[Stored items]
* * * * * * * * *
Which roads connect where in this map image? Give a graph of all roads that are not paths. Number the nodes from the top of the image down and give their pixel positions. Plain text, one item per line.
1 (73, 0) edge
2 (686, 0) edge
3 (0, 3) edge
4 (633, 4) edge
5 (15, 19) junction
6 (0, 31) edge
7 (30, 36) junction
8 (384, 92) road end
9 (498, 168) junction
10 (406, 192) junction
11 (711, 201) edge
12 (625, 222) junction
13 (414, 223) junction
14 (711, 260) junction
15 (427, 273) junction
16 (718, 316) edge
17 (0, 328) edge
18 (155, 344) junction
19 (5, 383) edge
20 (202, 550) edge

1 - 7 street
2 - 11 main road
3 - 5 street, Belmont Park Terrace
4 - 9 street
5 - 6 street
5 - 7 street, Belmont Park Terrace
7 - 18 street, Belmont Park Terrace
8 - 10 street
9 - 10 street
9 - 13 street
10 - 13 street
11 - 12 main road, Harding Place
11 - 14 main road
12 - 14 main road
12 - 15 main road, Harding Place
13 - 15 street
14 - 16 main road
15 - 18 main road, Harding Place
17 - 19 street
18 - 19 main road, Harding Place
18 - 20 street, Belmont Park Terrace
* * * * * * * * *
Task objective: Your task is to reproduce all the records above exactly as they appear.

Exercise response:
Which roads connect where in this map image? Give a graph of all roads that are not paths. Number the nodes from the top of the image down and give their pixel positions. Plain text, one item per line.
1 (73, 0) edge
2 (686, 0) edge
3 (0, 3) edge
4 (633, 4) edge
5 (15, 19) junction
6 (0, 31) edge
7 (30, 36) junction
8 (384, 92) road end
9 (498, 168) junction
10 (406, 192) junction
11 (711, 201) edge
12 (625, 222) junction
13 (414, 223) junction
14 (711, 260) junction
15 (427, 273) junction
16 (718, 316) edge
17 (0, 328) edge
18 (155, 344) junction
19 (5, 383) edge
20 (202, 550) edge

1 - 7 street
2 - 11 main road
3 - 5 street, Belmont Park Terrace
4 - 9 street
5 - 6 street
5 - 7 street, Belmont Park Terrace
7 - 18 street, Belmont Park Terrace
8 - 10 street
9 - 10 street
9 - 13 street
10 - 13 street
11 - 12 main road, Harding Place
11 - 14 main road
12 - 14 main road
12 - 15 main road, Harding Place
13 - 15 street
14 - 16 main road
15 - 18 main road, Harding Place
17 - 19 street
18 - 19 main road, Harding Place
18 - 20 street, Belmont Park Terrace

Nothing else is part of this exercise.